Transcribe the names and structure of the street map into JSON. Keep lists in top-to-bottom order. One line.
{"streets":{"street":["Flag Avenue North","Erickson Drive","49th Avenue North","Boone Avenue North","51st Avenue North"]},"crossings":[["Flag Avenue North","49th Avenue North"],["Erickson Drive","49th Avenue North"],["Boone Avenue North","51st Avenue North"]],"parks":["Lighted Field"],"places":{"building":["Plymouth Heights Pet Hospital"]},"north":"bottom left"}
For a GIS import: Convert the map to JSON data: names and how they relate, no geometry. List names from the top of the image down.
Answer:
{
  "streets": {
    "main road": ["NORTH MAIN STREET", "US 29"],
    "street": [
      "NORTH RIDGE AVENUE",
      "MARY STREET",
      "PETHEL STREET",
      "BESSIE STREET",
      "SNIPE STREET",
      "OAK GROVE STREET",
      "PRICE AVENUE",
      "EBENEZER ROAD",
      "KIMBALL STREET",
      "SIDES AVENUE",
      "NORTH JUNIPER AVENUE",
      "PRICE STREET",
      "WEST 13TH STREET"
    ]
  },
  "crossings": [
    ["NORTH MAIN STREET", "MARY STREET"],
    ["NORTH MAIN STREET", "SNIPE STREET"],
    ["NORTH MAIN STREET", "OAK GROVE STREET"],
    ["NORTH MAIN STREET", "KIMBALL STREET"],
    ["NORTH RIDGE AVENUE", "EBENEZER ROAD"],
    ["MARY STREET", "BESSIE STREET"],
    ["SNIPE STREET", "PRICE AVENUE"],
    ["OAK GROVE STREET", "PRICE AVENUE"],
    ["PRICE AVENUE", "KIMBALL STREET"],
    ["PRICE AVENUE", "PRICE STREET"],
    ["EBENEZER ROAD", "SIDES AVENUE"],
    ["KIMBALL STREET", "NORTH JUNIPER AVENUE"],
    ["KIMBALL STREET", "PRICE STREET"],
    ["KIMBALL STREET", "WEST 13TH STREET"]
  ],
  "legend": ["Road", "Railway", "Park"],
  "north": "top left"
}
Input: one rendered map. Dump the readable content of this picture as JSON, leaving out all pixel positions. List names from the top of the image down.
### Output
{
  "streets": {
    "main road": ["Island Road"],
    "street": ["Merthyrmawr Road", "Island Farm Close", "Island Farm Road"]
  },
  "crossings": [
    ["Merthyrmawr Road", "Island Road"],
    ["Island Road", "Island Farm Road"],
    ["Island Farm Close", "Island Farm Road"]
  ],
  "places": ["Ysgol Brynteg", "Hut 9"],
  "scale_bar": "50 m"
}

****

All of the material above needs to be copied exactly.

### Exercise solution:
Transcribe the names and structure of the street map into JSON. Keep lists in top-to-bottom order. One line.
{"streets":{"street":["Flag Avenue North","Erickson Drive","49th Avenue North","Boone Avenue North","51st Avenue North"]},"crossings":[["Flag Avenue North","49th Avenue North"],["Erickson Drive","49th Avenue North"],["Boone Avenue North","51st Avenue North"]],"parks":["Lighted Field"],"places":{"building":["Plymouth Heights Pet Hospital"]},"north":"bottom left"}
For a GIS import: Convert the map to JSON data: names and how they relate, no geometry. List names from the top of the image down.
Answer:
{
  "streets": {
    "main road": ["NORTH MAIN STREET", "US 29"],
    "street": [
      "NORTH RIDGE AVENUE",
      "MARY STREET",
      "PETHEL STREET",
      "BESSIE STREET",
      "SNIPE STREET",
      "OAK GROVE STREET",
      "PRICE AVENUE",
      "EBENEZER ROAD",
      "KIMBALL STREET",
      "SIDES AVENUE",
      "NORTH JUNIPER AVENUE",
      "PRICE STREET",
      "WEST 13TH STREET"
    ]
  },
  "crossings": [
    ["NORTH MAIN STREET", "MARY STREET"],
    ["NORTH MAIN STREET", "SNIPE STREET"],
    ["NORTH MAIN STREET", "OAK GROVE STREET"],
    ["NORTH MAIN STREET", "KIMBALL STREET"],
    ["NORTH RIDGE AVENUE", "EBENEZER ROAD"],
    ["MARY STREET", "BESSIE STREET"],
    ["SNIPE STREET", "PRICE AVENUE"],
    ["OAK GROVE STREET", "PRICE AVENUE"],
    ["PRICE AVENUE", "KIMBALL STREET"],
    ["PRICE AVENUE", "PRICE STREET"],
    ["EBENEZER ROAD", "SIDES AVENUE"],
    ["KIMBALL STREET", "NORTH JUNIPER AVENUE"],
    ["KIMBALL STREET", "PRICE STREET"],
    ["KIMBALL STREET", "WEST 13TH STREET"]
  ],
  "legend": ["Road", "Railway", "Park"],
  "north": "top left"
}
Input: one rendered map. Dump the readable content of this picture as JSON, leaving out all pixel positions. List names from the top of the image down.
### Output
{
  "streets": {
    "main road": ["Island Road"],
    "street": ["Merthyrmawr Road", "Island Farm Close", "Island Farm Road"]
  },
  "crossings": [
    ["Merthyrmawr Road", "Island Road"],
    ["Island Road", "Island Farm Road"],
    ["Island Farm Close", "Island Farm Road"]
  ],
  "places": ["Ysgol Brynteg", "Hut 9"],
  "scale_bar": "50 m"
}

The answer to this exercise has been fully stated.